Overlooked features of Windows CE services.exe
The main job of services.exe on Windows CE is to host service DLLs and provide a nice interprocess communication mechanism between them and applications. To a large extent it's very much like device.exe and in fact we've tried to make it easy to move dlls back and forth between them.
There are 3 services/networking/COM type features that are specific to services.exe since we think that they reflect what people are doing in services and make their lives easier.
Super services -- services.exe can be configured to listen on a TCP port or ports, IPV4+V6, for incoming network connections. This allows it to spin up one thread for all listening sockets in a process rather than having each process spin up its own thread.

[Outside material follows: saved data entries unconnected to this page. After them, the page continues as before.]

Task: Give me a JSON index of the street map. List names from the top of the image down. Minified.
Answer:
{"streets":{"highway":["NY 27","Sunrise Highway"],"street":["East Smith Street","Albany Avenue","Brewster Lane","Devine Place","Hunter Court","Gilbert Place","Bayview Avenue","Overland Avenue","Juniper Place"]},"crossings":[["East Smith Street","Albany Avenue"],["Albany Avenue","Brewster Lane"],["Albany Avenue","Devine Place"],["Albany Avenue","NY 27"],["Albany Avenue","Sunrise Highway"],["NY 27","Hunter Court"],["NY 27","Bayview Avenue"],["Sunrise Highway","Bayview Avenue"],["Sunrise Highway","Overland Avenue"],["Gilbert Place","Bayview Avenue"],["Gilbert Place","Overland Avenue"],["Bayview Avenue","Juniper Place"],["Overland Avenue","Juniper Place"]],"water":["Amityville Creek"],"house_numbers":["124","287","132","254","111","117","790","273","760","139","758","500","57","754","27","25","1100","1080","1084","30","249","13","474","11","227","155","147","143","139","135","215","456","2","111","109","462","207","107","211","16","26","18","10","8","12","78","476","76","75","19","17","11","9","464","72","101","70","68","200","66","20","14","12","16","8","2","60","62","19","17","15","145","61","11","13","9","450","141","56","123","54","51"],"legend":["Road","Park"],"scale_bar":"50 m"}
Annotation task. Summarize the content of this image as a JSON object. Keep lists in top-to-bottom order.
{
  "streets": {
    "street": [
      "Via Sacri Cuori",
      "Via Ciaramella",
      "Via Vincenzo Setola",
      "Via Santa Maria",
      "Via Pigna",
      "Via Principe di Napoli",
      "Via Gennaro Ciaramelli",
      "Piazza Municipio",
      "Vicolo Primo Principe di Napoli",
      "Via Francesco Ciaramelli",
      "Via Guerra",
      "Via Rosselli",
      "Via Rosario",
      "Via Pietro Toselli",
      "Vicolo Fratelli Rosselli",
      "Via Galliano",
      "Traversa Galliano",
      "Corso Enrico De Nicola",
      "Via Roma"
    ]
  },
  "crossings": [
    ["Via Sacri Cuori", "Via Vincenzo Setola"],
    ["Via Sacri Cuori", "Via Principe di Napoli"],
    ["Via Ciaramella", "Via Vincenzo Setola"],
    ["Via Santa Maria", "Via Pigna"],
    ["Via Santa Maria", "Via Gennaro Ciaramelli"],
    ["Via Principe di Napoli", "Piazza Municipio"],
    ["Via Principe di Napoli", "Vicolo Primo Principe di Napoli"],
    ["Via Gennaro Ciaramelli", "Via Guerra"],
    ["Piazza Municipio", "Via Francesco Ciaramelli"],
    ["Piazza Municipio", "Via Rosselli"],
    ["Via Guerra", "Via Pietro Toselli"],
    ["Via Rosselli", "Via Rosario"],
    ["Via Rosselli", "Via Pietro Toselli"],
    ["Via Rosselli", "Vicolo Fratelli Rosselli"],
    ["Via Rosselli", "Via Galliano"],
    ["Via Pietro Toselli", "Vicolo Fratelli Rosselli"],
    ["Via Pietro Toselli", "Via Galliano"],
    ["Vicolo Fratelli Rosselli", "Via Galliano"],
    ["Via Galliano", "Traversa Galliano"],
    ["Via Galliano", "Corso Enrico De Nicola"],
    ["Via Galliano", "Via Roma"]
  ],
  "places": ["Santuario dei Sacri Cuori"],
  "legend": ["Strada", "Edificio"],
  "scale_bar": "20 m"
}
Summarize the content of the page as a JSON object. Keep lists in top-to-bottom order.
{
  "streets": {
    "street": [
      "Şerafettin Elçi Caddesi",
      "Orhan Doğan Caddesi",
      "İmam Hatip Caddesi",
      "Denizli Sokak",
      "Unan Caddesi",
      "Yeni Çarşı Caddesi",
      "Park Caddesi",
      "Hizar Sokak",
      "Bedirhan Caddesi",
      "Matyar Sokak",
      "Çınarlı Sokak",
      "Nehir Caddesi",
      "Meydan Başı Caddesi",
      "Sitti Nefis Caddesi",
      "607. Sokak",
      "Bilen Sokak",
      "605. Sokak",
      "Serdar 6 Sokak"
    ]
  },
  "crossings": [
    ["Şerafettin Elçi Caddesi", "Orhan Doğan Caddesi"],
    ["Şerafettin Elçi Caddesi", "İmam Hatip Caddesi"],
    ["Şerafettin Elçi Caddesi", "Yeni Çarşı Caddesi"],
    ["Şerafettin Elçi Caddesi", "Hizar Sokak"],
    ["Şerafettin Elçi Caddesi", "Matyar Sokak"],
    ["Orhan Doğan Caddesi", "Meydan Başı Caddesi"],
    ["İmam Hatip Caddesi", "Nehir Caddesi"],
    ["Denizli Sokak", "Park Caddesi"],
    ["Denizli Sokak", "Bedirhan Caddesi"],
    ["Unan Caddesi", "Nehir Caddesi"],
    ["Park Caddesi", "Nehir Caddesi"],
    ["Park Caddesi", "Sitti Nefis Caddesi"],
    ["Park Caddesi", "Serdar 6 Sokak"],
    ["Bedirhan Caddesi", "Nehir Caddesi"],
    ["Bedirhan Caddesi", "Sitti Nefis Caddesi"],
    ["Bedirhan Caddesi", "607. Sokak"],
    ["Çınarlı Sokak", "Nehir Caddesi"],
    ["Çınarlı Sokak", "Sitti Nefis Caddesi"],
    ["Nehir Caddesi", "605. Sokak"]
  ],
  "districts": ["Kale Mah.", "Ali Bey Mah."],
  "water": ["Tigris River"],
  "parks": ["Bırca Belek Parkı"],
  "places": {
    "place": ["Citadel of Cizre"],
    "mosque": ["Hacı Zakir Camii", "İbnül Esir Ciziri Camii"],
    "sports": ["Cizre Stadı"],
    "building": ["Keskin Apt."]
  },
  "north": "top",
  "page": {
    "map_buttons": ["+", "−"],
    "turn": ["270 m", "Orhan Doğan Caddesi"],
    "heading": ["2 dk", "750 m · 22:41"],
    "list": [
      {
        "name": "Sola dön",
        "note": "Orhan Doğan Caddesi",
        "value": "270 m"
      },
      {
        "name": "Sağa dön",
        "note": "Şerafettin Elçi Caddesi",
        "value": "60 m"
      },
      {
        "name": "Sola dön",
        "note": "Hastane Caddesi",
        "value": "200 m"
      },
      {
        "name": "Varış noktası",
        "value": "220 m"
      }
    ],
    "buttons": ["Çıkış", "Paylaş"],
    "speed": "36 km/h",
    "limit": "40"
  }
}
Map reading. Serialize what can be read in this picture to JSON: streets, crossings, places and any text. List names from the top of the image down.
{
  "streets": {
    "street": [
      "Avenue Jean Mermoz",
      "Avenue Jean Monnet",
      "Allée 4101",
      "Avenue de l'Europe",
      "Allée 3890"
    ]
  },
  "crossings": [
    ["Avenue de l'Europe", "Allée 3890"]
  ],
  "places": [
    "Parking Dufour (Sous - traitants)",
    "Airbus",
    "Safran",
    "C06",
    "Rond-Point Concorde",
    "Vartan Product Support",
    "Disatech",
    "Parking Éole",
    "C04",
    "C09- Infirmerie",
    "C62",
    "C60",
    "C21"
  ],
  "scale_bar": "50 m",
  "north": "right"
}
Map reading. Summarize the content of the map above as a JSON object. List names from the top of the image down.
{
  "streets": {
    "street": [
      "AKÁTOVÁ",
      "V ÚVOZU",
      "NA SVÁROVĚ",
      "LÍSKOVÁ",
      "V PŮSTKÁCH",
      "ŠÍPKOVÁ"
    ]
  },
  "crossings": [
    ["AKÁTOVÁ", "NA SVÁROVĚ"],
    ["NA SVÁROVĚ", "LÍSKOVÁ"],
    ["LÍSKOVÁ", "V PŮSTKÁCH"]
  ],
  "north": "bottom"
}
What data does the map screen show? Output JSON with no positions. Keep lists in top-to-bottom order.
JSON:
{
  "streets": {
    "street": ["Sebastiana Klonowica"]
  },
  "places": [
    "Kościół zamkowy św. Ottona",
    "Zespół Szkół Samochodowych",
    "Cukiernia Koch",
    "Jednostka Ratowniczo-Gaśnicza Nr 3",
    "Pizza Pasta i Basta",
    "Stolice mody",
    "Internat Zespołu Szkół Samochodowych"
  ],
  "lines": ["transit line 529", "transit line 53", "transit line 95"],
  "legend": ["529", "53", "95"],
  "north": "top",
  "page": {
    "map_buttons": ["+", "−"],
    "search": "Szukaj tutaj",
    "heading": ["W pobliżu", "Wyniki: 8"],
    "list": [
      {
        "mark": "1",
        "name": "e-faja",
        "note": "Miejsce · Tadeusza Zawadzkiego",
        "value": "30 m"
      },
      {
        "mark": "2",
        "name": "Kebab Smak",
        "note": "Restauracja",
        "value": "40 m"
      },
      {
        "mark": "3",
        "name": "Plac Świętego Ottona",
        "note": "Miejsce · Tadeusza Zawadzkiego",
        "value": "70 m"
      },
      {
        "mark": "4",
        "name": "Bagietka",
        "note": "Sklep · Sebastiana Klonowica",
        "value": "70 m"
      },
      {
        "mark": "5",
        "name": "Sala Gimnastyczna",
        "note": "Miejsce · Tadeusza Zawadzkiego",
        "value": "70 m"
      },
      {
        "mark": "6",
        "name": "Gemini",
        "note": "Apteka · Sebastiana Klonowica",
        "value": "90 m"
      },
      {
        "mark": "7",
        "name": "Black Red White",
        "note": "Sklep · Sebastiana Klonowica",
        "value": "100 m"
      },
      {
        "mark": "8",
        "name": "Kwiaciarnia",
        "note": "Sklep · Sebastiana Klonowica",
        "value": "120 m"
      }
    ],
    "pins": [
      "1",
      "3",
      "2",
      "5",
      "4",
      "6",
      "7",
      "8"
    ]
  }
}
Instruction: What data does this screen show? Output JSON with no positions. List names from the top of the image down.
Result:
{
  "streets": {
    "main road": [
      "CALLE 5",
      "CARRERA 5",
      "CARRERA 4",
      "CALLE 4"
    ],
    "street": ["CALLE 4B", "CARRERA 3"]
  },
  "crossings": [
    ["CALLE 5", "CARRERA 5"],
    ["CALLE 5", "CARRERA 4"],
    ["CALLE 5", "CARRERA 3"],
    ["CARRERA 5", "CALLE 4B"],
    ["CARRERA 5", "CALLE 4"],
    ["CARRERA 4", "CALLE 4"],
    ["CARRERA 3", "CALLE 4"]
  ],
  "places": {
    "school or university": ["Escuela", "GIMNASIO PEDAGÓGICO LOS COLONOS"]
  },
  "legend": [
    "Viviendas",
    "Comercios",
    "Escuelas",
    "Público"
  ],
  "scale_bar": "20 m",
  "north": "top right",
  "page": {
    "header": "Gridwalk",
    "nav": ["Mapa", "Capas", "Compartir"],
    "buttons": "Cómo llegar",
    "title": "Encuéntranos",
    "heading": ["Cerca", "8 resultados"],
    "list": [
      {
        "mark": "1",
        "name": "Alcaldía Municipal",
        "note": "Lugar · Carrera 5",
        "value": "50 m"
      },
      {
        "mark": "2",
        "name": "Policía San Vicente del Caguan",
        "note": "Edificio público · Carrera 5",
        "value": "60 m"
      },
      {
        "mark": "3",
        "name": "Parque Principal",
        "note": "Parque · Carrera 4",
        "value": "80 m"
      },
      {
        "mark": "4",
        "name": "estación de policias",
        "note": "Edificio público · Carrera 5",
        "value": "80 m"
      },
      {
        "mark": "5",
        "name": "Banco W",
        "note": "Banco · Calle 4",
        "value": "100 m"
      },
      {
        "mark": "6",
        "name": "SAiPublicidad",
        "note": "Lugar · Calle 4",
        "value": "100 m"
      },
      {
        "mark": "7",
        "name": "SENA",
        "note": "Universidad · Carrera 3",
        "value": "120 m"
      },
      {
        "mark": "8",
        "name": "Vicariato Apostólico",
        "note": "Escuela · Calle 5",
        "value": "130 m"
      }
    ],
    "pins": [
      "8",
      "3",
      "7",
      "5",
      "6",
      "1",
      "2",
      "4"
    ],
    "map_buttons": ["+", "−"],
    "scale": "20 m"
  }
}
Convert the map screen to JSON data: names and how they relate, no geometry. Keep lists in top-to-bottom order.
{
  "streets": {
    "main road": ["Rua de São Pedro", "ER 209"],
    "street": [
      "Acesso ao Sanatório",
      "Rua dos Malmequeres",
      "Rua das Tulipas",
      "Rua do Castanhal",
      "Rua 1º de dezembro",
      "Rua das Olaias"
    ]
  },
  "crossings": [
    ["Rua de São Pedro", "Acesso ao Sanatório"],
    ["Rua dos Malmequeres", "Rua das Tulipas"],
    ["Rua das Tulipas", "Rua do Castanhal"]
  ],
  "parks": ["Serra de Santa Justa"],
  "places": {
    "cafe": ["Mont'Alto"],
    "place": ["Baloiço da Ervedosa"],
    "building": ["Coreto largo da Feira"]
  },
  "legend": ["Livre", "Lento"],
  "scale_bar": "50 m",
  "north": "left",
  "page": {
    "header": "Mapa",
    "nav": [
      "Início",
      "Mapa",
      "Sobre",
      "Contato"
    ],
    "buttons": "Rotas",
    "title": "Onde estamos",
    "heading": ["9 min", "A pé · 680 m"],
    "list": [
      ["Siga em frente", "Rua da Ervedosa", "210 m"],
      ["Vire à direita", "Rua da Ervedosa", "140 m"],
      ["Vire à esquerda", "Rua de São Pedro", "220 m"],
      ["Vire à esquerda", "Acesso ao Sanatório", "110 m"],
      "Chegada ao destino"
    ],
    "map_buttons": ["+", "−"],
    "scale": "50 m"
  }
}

https://msdn.microsoft.com/library/en-us/wcecomm5/html/wce50conSuperServices.asp?frame=true
Local Address Change Notification -- If your service needs to take some special action when the CE device's IP address becomes available or unavailable, rather than spinning up a worker thread to listen for the various events it can instead rely upon the IOCTL_SERVICE_NOTIFY_ADDR_CHANGE. Services.exe already spins up a thread to detect IP addr notifications and automatically calls your service with this IOCTL when such a change occurs.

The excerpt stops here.